Marie, elle, c’est une calme, une sereine. Elle fait confiance. Elle s’est assise et écoute tranquillement comme si elle n’avait rien à faire, comme si rien ne pouvait dépendre d’elle. On la sent concentrée, elle n’est pas tiraillée entre 36 000 objectifs qu’elle s’est fixé. Elle n’a qu’un seul objectif : être assise et écouter la parole de Jésus. Cette parole de Jésus ne condamne en rien « le service » : je vous rappelle que le récit qui précède immédiatement le texte de ce matin, c’est celui que nous avons lu dimanche dernier, le récit du bon Samaritain. Dans l’histoire du bon Samaritain, Jésus met certainement le service, et même le service matériel, au premier plan.

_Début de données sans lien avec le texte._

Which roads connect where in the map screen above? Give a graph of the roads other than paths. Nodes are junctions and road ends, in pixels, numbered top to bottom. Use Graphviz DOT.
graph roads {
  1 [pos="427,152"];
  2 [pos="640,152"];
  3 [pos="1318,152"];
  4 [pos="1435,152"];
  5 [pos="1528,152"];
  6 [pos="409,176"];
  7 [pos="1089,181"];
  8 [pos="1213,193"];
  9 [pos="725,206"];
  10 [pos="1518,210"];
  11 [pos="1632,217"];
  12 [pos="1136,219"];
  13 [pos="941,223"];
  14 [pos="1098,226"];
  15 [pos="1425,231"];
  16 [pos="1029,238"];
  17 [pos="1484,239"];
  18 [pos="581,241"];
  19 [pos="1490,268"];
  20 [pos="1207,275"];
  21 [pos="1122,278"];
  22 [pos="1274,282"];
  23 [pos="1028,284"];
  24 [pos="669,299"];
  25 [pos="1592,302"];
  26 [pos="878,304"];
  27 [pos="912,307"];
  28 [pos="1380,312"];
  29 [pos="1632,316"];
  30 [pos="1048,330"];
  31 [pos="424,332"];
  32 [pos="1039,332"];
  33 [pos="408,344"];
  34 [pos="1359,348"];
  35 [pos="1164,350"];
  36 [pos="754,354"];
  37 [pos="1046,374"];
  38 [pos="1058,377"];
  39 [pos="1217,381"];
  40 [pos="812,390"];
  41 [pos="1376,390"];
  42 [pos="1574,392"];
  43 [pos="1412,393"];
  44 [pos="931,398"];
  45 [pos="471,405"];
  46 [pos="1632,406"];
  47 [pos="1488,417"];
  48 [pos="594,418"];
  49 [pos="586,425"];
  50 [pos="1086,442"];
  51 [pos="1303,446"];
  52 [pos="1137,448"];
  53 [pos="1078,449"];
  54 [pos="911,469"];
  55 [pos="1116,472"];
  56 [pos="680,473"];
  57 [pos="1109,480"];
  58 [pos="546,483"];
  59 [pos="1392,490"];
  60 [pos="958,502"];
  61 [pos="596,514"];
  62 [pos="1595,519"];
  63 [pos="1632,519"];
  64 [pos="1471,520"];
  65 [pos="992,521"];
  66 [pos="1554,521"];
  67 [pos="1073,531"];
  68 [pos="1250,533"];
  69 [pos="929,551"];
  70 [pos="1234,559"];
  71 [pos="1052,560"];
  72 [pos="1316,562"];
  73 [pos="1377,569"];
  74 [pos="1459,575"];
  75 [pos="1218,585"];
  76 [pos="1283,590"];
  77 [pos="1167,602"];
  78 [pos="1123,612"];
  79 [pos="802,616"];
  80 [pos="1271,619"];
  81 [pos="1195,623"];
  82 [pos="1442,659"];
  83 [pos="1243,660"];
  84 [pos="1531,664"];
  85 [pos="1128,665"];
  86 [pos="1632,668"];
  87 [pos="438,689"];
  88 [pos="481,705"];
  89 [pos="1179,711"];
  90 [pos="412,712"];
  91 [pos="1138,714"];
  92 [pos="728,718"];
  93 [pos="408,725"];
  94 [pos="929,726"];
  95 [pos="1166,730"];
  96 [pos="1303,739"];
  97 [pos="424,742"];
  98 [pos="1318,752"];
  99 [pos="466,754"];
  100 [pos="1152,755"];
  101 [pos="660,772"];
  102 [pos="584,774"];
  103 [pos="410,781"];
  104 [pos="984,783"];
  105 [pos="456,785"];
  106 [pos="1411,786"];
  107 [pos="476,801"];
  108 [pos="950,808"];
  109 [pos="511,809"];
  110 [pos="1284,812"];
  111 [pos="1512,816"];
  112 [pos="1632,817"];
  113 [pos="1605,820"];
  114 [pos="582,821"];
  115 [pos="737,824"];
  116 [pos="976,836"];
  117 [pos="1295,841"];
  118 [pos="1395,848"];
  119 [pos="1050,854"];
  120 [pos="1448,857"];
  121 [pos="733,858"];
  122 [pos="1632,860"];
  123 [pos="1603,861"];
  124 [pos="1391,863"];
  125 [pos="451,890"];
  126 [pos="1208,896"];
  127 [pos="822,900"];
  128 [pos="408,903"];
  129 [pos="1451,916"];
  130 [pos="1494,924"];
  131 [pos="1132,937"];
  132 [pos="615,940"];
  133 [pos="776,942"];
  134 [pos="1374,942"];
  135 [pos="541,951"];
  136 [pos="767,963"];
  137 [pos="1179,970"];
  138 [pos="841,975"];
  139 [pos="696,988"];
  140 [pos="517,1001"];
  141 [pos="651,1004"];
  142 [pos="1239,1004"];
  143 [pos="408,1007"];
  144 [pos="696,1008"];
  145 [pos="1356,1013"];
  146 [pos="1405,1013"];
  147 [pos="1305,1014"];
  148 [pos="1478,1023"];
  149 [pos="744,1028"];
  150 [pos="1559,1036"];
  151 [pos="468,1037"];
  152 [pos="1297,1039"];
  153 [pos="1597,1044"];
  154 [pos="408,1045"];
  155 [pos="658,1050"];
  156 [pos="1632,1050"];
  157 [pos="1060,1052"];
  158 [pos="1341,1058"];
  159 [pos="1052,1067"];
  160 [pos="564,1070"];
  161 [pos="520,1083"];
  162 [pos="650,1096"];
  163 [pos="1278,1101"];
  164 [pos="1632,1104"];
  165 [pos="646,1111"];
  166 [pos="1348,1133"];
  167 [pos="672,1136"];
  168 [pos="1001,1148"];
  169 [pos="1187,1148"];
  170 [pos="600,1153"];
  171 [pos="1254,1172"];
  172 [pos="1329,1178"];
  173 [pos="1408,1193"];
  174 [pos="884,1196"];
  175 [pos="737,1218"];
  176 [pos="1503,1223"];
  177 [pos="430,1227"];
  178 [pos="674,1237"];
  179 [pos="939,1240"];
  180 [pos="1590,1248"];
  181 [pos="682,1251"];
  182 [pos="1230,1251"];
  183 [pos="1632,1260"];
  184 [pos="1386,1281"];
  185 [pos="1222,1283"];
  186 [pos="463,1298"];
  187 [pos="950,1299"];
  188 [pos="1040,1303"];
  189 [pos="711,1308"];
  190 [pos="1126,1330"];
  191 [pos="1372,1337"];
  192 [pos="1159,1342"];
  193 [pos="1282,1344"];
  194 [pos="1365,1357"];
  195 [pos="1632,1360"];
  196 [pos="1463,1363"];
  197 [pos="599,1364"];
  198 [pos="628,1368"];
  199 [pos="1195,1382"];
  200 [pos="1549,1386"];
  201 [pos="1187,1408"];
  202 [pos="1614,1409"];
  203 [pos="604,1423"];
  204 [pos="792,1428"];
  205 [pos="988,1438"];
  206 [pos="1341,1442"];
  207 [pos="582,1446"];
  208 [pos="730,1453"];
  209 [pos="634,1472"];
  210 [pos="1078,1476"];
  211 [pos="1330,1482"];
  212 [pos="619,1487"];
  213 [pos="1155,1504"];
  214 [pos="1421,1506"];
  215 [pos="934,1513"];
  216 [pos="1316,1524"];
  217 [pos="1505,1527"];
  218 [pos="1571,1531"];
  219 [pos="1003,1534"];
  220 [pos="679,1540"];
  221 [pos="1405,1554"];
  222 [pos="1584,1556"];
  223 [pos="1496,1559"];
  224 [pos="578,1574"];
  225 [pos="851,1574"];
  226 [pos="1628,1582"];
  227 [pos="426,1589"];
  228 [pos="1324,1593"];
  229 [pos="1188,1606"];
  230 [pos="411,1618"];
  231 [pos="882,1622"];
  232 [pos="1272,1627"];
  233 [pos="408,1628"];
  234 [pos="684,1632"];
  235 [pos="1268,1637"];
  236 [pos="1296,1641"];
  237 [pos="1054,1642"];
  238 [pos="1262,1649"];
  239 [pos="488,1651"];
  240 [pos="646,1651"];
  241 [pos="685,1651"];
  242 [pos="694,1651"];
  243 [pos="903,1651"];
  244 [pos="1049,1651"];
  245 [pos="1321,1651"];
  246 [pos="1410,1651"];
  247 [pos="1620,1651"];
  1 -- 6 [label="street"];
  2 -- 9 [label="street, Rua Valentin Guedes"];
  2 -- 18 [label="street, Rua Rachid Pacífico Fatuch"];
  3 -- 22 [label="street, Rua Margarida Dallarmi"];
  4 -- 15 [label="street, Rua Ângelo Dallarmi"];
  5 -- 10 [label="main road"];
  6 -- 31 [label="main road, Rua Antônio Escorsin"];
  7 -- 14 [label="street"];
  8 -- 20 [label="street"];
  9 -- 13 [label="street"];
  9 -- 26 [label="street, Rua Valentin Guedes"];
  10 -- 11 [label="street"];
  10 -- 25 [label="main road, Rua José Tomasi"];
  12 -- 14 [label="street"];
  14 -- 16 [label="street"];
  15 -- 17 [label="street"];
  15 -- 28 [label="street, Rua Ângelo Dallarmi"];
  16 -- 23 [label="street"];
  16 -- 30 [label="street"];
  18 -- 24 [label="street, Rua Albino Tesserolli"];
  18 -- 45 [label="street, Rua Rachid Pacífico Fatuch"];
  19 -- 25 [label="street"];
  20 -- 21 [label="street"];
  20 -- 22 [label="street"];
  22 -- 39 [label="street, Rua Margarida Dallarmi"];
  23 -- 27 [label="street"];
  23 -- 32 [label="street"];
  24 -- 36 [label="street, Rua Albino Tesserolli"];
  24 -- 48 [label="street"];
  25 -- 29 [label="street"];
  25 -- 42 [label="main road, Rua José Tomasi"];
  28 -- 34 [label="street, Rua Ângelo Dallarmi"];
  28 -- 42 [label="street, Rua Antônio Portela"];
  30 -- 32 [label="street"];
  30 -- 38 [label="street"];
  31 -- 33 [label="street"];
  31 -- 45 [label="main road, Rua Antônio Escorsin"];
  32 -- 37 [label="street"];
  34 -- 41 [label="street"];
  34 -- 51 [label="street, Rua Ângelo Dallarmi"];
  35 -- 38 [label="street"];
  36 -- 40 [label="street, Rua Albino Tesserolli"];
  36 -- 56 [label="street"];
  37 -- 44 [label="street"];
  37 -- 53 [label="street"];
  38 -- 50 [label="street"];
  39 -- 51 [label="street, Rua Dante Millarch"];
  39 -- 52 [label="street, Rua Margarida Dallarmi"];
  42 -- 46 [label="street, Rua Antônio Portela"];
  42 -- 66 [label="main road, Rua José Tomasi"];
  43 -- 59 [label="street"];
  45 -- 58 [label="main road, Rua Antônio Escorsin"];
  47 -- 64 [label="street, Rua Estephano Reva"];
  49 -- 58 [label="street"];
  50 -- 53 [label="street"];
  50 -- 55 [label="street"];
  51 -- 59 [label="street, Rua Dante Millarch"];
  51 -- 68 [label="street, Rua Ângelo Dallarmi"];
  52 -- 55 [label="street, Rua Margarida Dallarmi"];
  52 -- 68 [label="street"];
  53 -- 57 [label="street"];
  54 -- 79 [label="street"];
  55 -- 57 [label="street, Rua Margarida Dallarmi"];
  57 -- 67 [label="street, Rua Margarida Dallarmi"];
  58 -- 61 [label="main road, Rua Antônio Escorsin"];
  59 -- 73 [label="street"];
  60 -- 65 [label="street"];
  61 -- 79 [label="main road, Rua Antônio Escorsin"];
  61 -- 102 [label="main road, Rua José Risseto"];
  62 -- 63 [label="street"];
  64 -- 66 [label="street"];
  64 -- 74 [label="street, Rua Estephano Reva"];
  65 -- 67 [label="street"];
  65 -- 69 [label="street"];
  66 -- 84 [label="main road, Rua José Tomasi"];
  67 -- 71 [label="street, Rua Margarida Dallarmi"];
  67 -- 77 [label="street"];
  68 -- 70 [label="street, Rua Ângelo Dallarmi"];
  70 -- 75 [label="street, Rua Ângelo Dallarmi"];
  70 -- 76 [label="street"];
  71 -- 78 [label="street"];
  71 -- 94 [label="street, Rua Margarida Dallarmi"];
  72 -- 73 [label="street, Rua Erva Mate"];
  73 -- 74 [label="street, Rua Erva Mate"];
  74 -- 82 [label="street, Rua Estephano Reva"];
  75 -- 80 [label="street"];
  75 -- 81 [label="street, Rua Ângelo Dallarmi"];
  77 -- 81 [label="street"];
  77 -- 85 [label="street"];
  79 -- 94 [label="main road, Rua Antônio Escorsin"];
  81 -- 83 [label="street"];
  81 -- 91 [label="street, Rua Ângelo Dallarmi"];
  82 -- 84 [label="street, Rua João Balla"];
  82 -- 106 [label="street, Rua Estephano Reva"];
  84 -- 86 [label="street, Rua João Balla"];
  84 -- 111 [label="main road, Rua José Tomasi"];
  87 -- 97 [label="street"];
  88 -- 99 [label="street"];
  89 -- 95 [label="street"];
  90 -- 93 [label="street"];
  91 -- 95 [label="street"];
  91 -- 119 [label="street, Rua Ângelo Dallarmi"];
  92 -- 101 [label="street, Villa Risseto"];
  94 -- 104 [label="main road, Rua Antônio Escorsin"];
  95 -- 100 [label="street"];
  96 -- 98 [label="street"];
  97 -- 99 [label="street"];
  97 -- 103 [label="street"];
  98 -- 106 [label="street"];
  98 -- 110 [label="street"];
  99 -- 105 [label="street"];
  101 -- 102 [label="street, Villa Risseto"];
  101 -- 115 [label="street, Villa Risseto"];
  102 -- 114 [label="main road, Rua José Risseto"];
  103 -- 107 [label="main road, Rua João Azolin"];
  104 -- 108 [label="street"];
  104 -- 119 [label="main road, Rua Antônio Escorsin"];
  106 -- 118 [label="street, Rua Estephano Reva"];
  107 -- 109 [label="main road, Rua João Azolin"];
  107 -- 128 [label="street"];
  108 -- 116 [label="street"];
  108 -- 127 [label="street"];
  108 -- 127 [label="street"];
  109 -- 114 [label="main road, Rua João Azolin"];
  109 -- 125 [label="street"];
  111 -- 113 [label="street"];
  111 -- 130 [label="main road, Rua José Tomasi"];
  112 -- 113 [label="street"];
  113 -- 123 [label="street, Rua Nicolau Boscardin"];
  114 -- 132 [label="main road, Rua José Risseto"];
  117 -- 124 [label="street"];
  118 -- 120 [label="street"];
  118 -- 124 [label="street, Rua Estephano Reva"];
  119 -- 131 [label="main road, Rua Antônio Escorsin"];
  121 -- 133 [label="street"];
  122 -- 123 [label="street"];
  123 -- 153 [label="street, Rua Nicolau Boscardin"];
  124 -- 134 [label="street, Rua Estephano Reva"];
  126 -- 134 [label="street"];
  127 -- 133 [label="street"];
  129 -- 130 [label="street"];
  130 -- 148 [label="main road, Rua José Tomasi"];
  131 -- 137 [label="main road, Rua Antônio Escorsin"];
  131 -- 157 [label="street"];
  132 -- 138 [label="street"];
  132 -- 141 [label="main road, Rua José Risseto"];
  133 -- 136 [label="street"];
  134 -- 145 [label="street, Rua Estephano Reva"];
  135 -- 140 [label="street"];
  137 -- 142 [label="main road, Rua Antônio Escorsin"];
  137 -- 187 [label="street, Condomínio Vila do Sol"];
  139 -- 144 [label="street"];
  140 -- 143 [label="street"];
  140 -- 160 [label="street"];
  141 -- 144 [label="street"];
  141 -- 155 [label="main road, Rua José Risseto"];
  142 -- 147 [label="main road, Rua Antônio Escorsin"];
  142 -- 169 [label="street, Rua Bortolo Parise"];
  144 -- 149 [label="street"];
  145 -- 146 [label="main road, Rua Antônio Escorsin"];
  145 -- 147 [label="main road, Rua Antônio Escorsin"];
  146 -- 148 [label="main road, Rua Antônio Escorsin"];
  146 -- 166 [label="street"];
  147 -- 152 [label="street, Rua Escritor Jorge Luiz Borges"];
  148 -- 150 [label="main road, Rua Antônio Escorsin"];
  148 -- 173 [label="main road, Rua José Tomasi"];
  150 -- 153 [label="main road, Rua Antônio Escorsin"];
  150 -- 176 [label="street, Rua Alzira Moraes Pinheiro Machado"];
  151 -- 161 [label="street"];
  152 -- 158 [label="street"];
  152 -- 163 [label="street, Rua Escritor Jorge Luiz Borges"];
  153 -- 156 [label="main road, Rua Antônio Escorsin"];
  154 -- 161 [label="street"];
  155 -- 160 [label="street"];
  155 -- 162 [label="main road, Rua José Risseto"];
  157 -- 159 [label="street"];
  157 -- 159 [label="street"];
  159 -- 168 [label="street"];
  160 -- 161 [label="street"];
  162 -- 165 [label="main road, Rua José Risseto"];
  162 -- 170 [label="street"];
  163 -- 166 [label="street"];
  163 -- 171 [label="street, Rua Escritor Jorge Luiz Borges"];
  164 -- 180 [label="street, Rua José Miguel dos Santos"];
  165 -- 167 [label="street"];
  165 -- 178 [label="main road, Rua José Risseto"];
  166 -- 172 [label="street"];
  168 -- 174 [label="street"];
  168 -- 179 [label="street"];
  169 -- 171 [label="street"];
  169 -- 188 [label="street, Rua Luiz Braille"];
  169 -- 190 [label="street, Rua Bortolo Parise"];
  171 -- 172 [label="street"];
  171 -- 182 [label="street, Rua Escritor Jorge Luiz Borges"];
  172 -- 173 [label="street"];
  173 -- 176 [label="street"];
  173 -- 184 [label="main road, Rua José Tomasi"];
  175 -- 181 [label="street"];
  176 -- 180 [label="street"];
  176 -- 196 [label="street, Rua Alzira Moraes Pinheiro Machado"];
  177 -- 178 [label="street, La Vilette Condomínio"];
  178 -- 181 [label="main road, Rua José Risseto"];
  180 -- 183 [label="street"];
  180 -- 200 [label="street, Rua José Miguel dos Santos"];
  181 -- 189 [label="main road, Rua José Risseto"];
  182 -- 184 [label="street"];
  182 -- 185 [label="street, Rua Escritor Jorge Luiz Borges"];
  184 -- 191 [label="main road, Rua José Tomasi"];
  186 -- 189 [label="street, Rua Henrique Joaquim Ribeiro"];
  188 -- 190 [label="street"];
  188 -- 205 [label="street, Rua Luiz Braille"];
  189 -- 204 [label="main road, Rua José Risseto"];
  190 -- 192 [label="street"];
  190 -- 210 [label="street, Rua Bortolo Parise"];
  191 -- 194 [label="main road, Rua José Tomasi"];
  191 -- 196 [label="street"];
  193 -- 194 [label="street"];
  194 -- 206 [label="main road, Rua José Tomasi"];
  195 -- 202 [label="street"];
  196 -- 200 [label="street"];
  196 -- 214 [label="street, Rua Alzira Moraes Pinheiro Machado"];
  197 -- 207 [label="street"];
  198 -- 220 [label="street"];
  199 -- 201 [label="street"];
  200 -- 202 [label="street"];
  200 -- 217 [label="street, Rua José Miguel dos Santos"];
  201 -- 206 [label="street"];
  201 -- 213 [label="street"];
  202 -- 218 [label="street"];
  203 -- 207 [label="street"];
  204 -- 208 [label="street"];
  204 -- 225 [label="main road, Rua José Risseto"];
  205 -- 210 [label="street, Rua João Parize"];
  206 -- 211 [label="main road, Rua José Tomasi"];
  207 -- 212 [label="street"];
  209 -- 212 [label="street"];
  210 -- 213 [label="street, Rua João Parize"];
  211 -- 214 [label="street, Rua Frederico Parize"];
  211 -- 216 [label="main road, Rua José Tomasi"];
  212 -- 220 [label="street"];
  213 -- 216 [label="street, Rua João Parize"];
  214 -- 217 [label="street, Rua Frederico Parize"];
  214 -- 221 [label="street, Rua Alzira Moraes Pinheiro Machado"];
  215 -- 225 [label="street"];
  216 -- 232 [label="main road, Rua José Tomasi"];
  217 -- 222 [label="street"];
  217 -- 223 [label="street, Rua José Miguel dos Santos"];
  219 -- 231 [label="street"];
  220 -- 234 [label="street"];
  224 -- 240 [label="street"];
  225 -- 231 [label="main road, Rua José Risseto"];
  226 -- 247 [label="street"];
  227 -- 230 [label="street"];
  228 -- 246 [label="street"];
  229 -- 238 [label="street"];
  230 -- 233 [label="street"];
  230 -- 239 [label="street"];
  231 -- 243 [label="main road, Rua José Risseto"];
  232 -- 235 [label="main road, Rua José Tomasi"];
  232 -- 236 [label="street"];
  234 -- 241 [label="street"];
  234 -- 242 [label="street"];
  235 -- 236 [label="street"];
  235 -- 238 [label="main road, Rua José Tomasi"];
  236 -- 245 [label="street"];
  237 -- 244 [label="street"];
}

La parole de Jésus nous oriente continuellement tout entiers vers le service. D’ailleurs Jésus qui aime bien manger aime certainement bien que l’on s’occupe de la cuisine et de la table, et Jésus qui a une attention toute particulière aux pauvres et aux démunis serait le premier à s’occuper de leur trouver de quoi manger, se couvrir et dormir.
Ce n’est pas de travailler, de servir, que Jésus reproche à Marthe mais de ne pas fonder ce travail, ce service, dans la parole de Jésus. Car ce qui en résulte, c’est sa perpétuelle insatisfaction puisqu’elle cherche à se nourrir de ce qu’elle fait et non de ce qu’elle reçoit. Elle travaille pour elle, elle sert pour elle. Jésus lui dit : « calme-toi ! Tout ce que tu cherches à obtenir pour toi par le travail et le service tu l’as déjà, je te l’ai donné. Je te donne le droit de t’asseoir. De te reposer et d’écouter. »

Frères et sœurs, pas besoin de courir pour se justifier devant Dieu. La place que Dieu nous offre est une place assise devant lui. C’est la meilleure part, dit Jésus. Et elle ne nous sera pas retirée. Personne ne peut nous ôter le fait que Dieu nous donne le droit d’arrêter de nous inquiéter et de courir sans cesse pour nous justifier. C’est la meilleure part, le bonus en quelque sorte. Pour autant, Jésus ne gomme pas toutes les autres parts. Cours Marthe, travaille et sers pour les autres, ça oui ! Mais pas pour toi ! Et surtout ne t’inquiète pas !
D’ailleurs le travail et le service que fait Marthe seraient peut-être plus efficaces si elle n’avait pas la tête encombrée d’inquiétudes et de quêtes infinies qu’elle ne pourra de toute façon pas apaiser et combler par ses propres forces.
Frères et sœurs, travaillons, servons, donnons-nous du mal mais ne nous inquiétons pas. Notre place, assis devant Dieu, nous est déjà offerte. Ne vous inquiétez pas.